Because recruiters are inundated with so many applications, this question is often used as a screening tool. As a candidate, this makes it tricky for you not to under or over sell – even more difficult when you don’t know the salary range.
If, however, you have impressed, and the company decide you are their ‘person’, any salary disparities – ie between what is on offer and what you say you want – will likely be ignored and negotiations will start. During this process, you as the candidate will have also learnt more about the role and the company which will help you to decide if you wish to pursue the opportunity further, including revising down your salary expectations if necessary (we doubt you’d have concerns about revising them up if the offer is greater!).

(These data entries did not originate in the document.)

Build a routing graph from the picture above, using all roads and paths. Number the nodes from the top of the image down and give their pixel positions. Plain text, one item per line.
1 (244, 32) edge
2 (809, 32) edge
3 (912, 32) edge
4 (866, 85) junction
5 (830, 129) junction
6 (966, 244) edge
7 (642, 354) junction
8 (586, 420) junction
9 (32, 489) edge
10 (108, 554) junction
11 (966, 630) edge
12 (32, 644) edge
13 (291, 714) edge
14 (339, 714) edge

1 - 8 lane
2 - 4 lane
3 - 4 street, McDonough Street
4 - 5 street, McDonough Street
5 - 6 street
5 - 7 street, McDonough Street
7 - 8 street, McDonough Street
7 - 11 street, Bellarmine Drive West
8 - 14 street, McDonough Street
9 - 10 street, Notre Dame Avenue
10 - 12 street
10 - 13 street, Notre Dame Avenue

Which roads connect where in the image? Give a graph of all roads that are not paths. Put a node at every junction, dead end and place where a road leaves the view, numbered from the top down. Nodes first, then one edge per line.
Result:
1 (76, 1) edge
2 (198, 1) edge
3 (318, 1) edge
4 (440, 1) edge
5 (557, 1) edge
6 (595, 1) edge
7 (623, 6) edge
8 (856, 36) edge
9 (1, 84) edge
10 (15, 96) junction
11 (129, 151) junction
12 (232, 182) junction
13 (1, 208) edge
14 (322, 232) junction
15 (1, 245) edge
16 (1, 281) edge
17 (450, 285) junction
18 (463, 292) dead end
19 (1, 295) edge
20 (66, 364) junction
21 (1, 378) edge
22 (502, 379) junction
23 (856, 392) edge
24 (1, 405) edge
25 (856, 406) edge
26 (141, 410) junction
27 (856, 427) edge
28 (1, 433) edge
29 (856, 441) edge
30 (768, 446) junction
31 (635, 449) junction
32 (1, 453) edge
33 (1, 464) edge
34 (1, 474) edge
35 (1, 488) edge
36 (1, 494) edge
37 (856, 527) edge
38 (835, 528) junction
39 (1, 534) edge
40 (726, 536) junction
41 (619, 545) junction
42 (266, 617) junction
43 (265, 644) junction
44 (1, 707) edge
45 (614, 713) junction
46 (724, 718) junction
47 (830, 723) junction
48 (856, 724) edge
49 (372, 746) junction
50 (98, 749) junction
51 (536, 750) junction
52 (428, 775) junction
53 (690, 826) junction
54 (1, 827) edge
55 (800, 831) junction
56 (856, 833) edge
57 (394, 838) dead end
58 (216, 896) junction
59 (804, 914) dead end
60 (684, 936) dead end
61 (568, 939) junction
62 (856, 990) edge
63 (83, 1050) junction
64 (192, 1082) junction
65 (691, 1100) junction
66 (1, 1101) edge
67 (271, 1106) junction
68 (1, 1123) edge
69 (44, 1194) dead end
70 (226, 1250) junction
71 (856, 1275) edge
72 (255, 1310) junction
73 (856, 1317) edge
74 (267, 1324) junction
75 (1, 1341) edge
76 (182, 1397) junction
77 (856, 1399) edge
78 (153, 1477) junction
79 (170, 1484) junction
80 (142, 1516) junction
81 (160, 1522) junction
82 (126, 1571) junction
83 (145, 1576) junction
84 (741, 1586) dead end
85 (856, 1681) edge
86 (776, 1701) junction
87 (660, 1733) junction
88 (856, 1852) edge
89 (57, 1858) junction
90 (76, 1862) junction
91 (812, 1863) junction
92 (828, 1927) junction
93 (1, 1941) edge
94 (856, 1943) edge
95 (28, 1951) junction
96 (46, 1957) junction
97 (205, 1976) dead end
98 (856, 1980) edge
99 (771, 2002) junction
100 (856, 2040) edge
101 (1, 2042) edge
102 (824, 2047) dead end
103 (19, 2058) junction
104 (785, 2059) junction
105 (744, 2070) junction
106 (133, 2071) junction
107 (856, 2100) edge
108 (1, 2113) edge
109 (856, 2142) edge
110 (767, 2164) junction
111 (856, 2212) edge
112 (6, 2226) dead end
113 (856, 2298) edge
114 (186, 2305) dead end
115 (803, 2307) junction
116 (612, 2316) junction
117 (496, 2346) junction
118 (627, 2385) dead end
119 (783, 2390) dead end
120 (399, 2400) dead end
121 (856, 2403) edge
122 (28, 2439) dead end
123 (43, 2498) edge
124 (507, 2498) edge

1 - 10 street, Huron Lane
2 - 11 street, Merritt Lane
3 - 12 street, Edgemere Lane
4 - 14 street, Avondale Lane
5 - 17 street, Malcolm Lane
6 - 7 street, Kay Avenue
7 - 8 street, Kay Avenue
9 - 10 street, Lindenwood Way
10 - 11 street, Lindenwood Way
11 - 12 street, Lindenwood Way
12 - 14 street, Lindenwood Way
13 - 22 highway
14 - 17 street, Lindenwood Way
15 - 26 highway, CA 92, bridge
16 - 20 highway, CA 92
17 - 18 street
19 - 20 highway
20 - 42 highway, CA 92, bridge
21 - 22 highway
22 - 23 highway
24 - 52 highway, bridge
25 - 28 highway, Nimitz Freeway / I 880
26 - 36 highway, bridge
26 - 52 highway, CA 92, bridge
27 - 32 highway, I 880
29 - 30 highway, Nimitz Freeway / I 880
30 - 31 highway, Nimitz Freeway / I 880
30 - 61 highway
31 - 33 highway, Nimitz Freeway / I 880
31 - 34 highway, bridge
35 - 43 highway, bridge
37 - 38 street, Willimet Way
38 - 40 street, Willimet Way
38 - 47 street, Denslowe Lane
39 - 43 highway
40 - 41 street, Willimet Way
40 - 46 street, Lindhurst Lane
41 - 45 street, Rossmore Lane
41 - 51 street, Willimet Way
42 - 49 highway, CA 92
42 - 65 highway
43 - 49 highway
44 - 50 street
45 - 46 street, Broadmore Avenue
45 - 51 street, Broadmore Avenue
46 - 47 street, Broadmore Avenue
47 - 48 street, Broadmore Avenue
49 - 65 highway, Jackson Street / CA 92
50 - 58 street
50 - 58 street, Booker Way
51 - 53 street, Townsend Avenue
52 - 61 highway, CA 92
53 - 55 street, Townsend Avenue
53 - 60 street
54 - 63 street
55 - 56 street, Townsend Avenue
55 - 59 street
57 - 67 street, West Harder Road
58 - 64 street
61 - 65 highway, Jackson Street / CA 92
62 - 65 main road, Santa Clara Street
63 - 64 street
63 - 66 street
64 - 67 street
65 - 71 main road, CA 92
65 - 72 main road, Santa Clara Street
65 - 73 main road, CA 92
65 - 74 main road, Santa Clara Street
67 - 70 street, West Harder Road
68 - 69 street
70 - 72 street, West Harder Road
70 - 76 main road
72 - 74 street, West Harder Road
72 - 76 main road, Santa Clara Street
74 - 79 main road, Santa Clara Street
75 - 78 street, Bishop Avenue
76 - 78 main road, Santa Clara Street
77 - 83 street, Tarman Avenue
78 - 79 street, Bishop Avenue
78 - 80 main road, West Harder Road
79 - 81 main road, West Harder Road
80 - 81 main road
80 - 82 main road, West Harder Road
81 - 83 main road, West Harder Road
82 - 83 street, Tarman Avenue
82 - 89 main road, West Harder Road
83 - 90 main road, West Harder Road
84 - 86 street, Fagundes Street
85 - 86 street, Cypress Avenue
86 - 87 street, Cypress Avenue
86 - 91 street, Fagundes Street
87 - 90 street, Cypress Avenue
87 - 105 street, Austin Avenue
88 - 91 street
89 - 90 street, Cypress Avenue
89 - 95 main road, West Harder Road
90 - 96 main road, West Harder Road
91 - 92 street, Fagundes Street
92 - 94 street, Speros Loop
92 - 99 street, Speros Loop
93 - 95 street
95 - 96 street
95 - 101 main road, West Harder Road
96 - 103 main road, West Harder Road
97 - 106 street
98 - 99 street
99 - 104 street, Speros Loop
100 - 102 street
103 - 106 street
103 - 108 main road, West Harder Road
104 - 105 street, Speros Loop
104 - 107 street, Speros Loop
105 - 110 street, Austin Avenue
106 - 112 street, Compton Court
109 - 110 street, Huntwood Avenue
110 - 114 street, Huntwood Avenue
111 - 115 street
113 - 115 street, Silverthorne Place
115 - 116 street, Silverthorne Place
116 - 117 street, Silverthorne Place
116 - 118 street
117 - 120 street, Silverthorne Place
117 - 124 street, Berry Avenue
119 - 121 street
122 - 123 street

Probably one of the best responses ever heard in an interview was from a gentleman who had applied for a mine site safety management role, but who was at the time earning significant tax free dollars in a global role. As you might imagine, there was a major gap between what he was earning and what was being offered. His answer was; “I have applied for the role because it really appeals to me and I think I have something good to offer. Given I’ve taken the time to research your organisation, I feel confident that you will offer an appropriate package commensurate with the job responsibilities”. During the interview process, it was also clear that money was obviously not the driving force, so the organisation continued to pursue the candidate knowing they could likely negotiate a win/win.
If the recruiter pushes, you can say what you are currently on and that you wouldn’t want to go lower than this. Everyone can appreciate you won’t necessarily want to go backwards – although depending on how badly you do want the position and if it is in line with your greater career picture, sometimes it can pay. It’s certainly something to consider.